In the Joi Baba Felunath opening sequence, we also get our first view of something that will become a running motif in the film: the yet-to-be-painted statue of the goddess Durga, far from finished but already arranged in her characteristic pose, looming over the supine demon. Dare one say it, especially given that this is a film for young viewers, there is something crude and unseemly about these visuals. When you see a Durga statue in full finery, painted, clothed, trident in hand, astride her lion, the impression is one of grandeur and awe. But see the same figure as a blank slate, legs splayed suggestively, and you have something very different. Bereft of paint and accoutrements, she is nothing more than an unclothed Barbie doll or a mannequin. This harks back to the opening-credits sequence of Ray’s 1960 film Devi, which showed a statue’s unadorned face gradually transforming into the goddess through the addition of makeup, jewellery and hair.
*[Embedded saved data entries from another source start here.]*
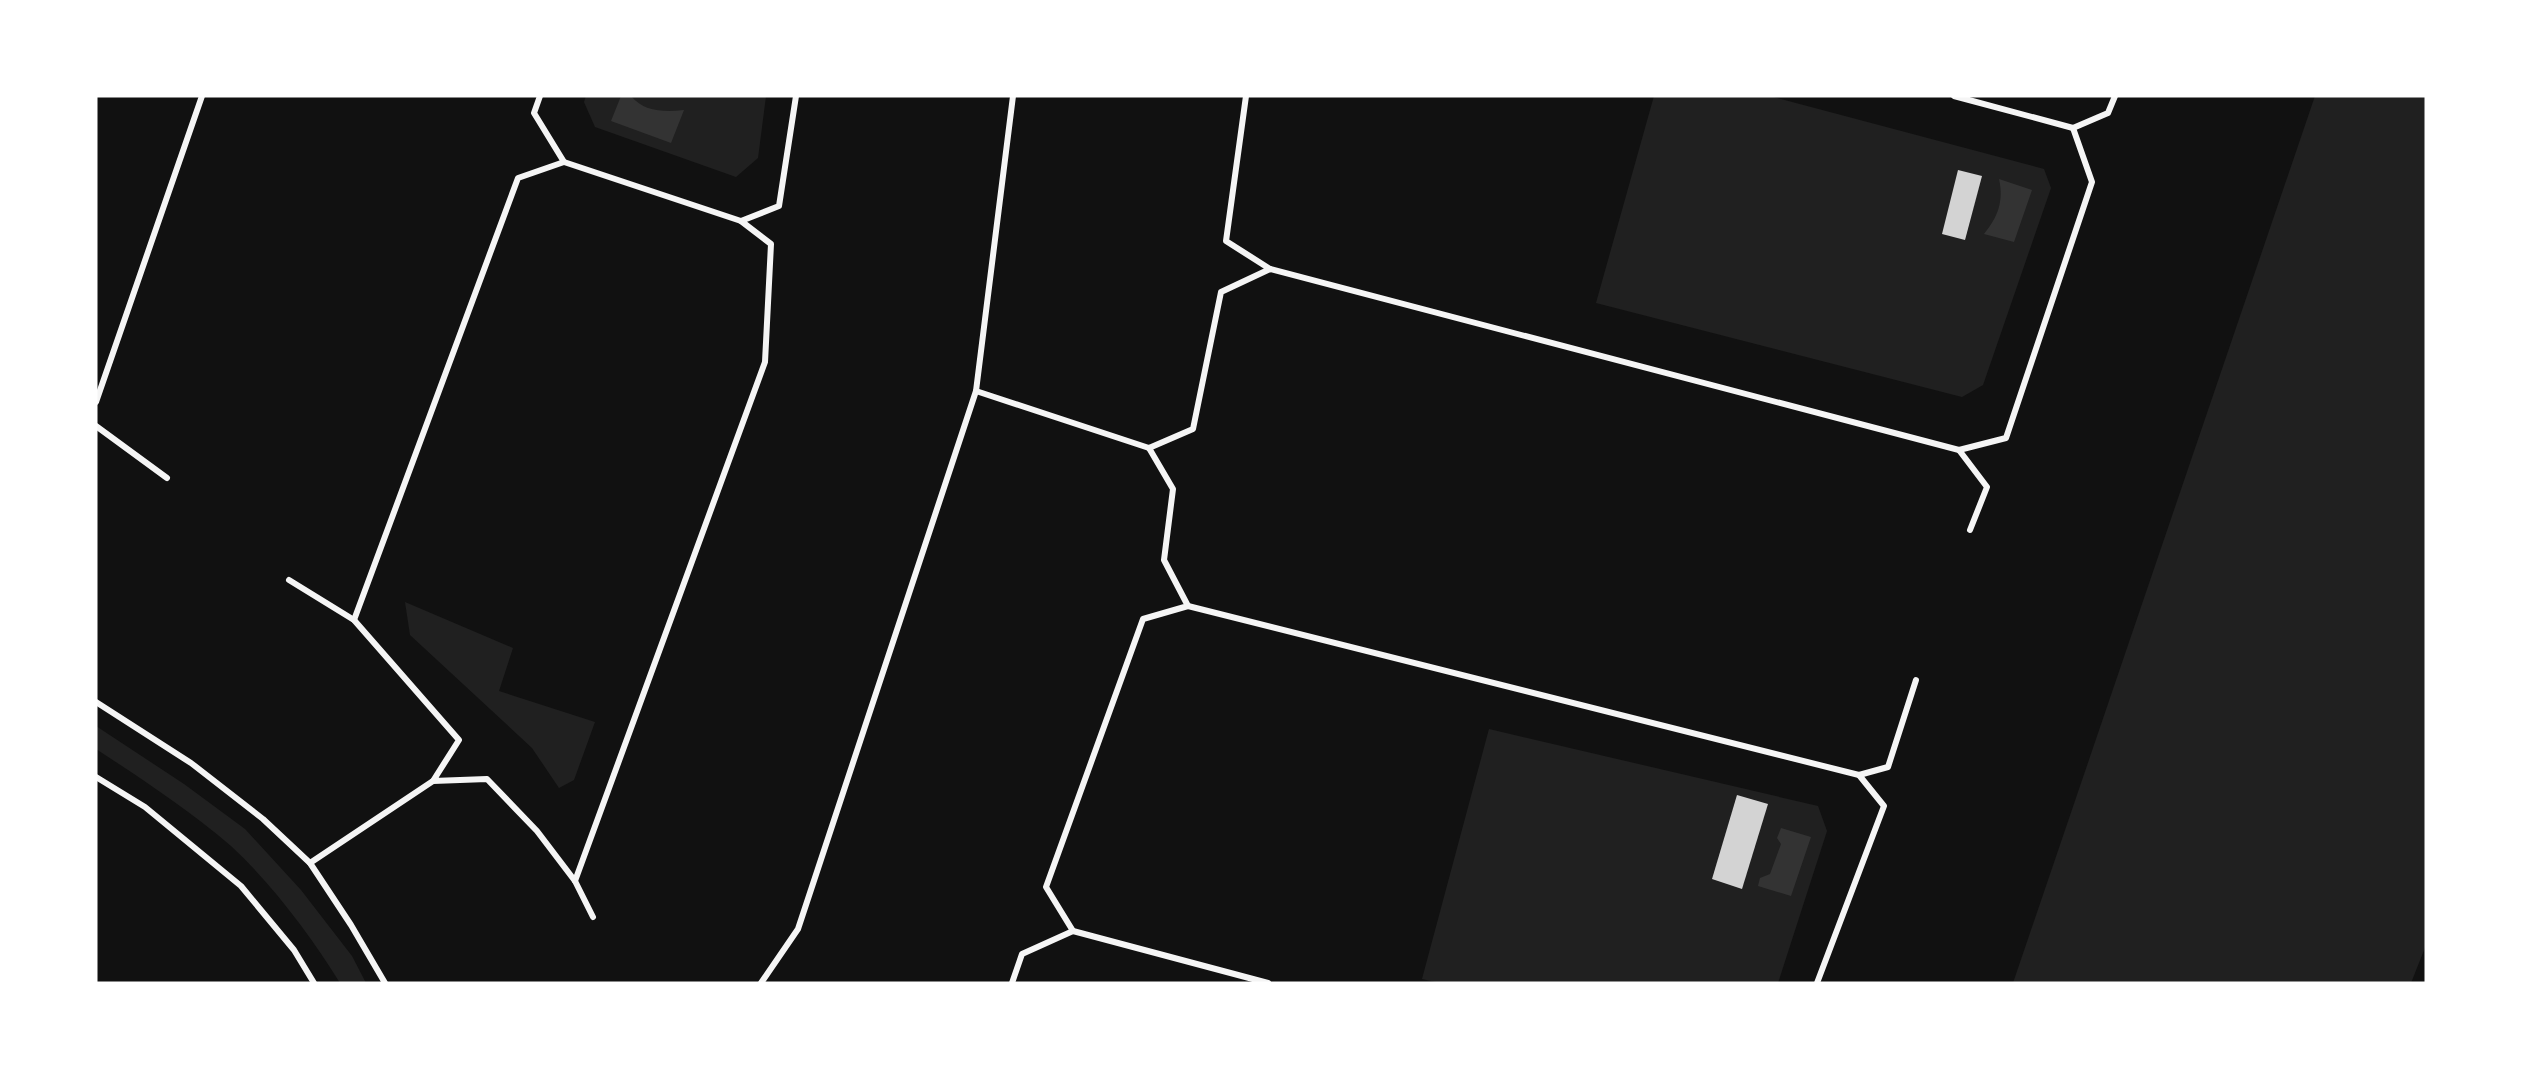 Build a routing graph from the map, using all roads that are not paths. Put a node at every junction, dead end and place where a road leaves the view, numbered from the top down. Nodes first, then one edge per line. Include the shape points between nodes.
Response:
1 (202, 96) edge
2 (540, 96) edge
3 (796, 96) edge
4 (1013, 96) edge
5 (1246, 96) edge
6 (1954, 96) edge
7 (2115, 96) edge
8 (2073, 128) junction
9 (564, 162) junction
10 (741, 221) junction
11 (1270, 269) junction
12 (976, 392) junction
13 (96, 402) edge
14 (96, 426) edge
15 (1149, 448) junction
16 (1959, 450) junction
17 (167, 478) dead end
18 (1970, 530) dead end
19 (289, 580) dead end
20 (1188, 606) junction
21 (354, 620) junction
22 (1916, 680) dead end
23 (96, 702) edge
24 (1859, 775) junction
25 (96, 777) edge
26 (433, 781) junction
27 (310, 863) junction
28 (575, 881) junction
29 (593, 917) dead end
30 (1073, 931) junction
31 (315, 983) edge
32 (386, 983) edge
33 (760, 983) edge
34 (1012, 983) edge
35 (1268, 983) edge
36 (1817, 983) edge

1 - 13 street
2 - 9 street via 534,113
3 - 10 street via 779,206
4 - 12 street
5 - 11 street via 1226,241
6 - 8 street
7 - 8 street via 2108,113
8 - 16 street via 2092,182 2006,438
9 - 10 street
9 - 21 street via 518,178
10 - 28 street via 771,244 765,362
11 - 15 street via 1221,292 1193,429
11 - 16 street
12 - 15 street
12 - 33 street via 798,929
14 - 17 street
15 - 20 street via 1173,489 1164,560
16 - 18 street via 1987,487
19 - 21 street
20 - 24 street
20 - 30 street via 1143,619 1046,887
21 - 26 street via 459,740
22 - 24 street via 1888,767
23 - 27 street via 191,763 263,819
24 - 36 street via 1884,806
25 - 31 street via 145,807 241,886
26 - 27 street
26 - 28 street via 488,779 537,831
27 - 32 street
28 - 29 street
30 - 34 street via 1022,954
30 - 35 street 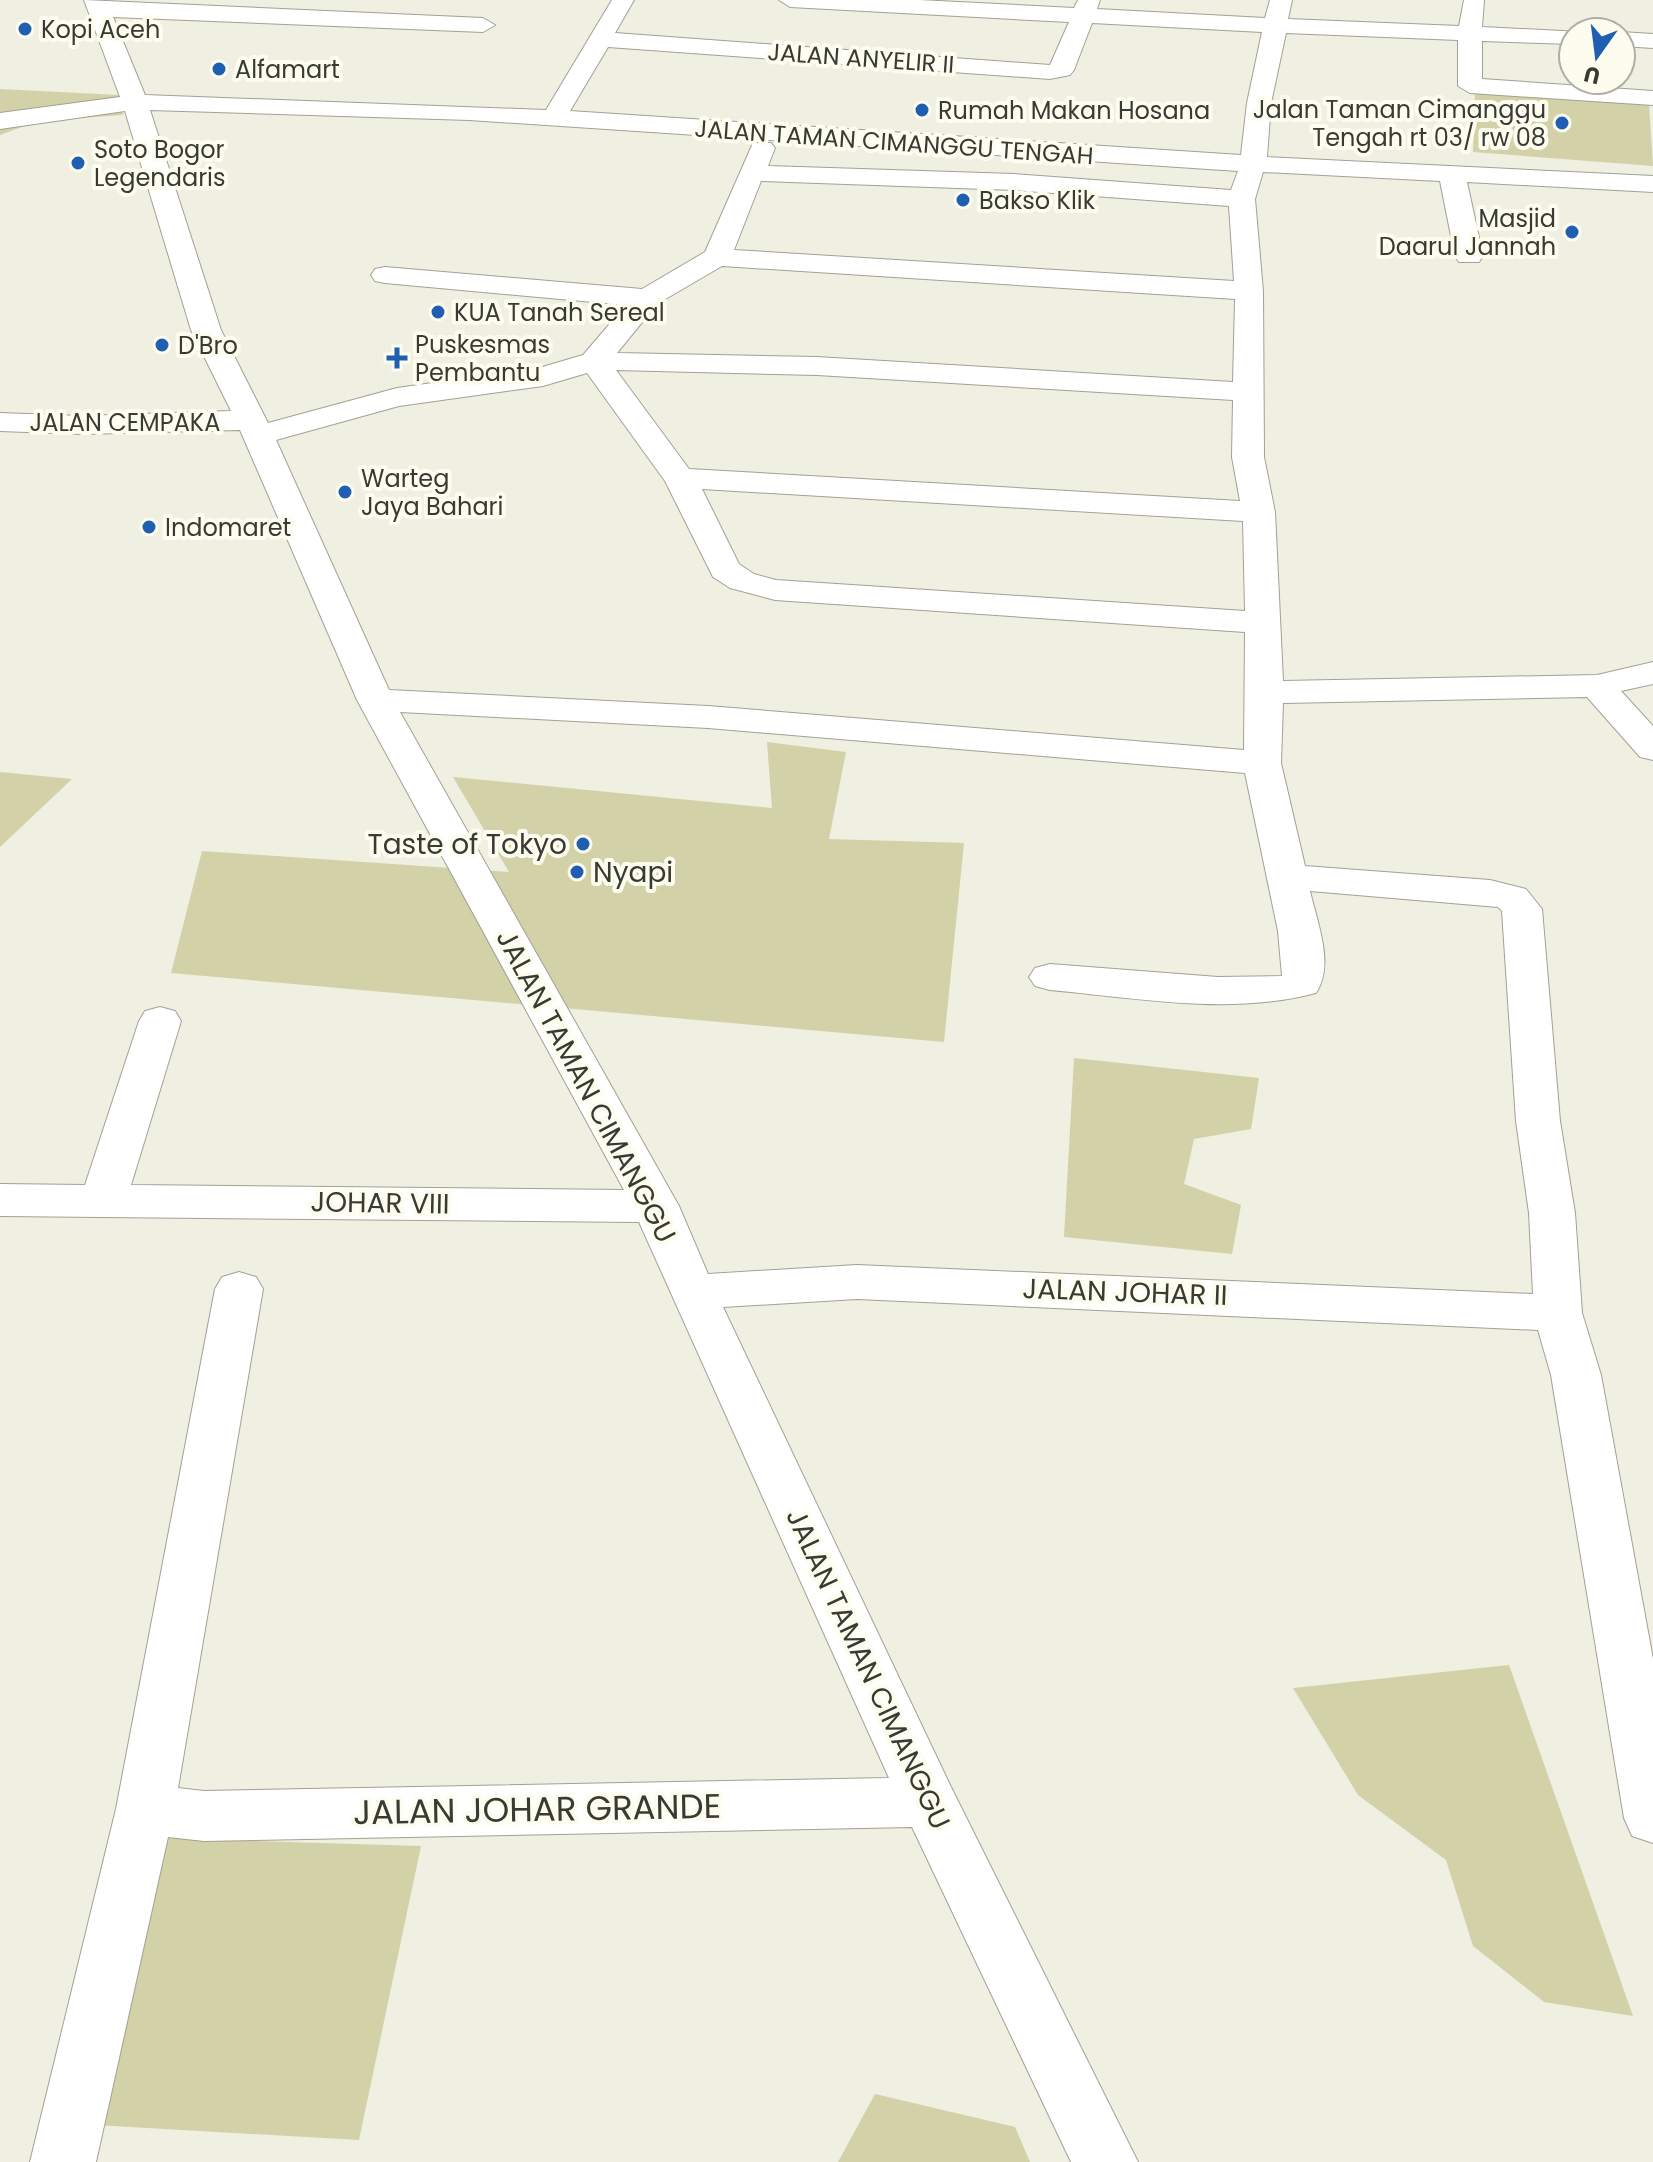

Given Ray’s own scepticism about religion – or at least religious rituals – and his concerns about the perils of unquestioning faith, it’s no surprise that over the course of Joi Baba Felunath he gives us these matter-of-fact reminders of what Gods look like naked.

A few years earlier Ray’s first Feluda film, Sonar Kella, had also opened with a nighttime scene involving a little boy – Mukul, whose memories of a past life in a golden fortress somewhere in Rajasthan set the plot’s wheels turning. The tones and assumptions of the two scenes are very different: while Feluda’s detection methods may be logical and precise, Sonar Kella in its denouement is not a “rational” film– it allows for the likelihood that Mukul really does remember details of his previous life. And that opening scene is imbued with a sense of otherworldly mystery created by the child looking through the drawings he has made. In the stories he wrote, Satyajit Ray wasn’t averse to the supernatural or para-normal.

But the opening scene in Joi Baba Felunath is like a counterpoint to the Sonar Kella one: here, the child is questioning, doubtful about the fantastic stories he is hearing. And it sets a different sort of narrative in motion – one that is about debunking religious pretences and hypocrisies. We see this elsewhere in the film’s visual scheme – for instance, in the elaborate religious iconography decorating the walls of Maganlal’s den, a space where underhanded transactions are also carried out.

In superficial terms, Joi Baba Felunath takes the form of a cosy detective tale with warm, familiar characters as well as sinister antagonists: there is a theft, and an investigation around it. But being set as it is in Benares, with its many shots of temples in labyrinthine lanes, there is a more metaphysical quality to this film just
below its surface: it plays out almost like an investigation into the nature of blind faith and idolatry. Consider the probing camera movements in a scene where Feluda moves from the imposing exteriors of the ancient city into a space occupied by a “holy man” who is known as Machli Baba, and sees various items lying around his room – including the wig and the other disguises this unremarkable-looking fellow dons to appear grand and magisterial. Or the vividly shot nighttime scene where a freshly stabbed man stumbles through a narrow lane, with the “holy” city impervious to his plight.

And yet, as this film suggests, there are other forms of (more personal, more individualistic) worship too, and other types of temples. The old man, meticulously painting the statue over many days, is an artist for whom doing his work well is as much an act of devotion as the feelings that will be generated by the finished idol. The bodybuilder with 17-and-a-half-inch biceps who shares a guesthouse room with Feluda and friends thinks of his body as a holy space and as a work of art comparable to Michelangelo’s David.

And of course there is little Ruku with his firm belief that the superhero Captain Spark can protect even kidnapped Gods. He turns out to be right, too.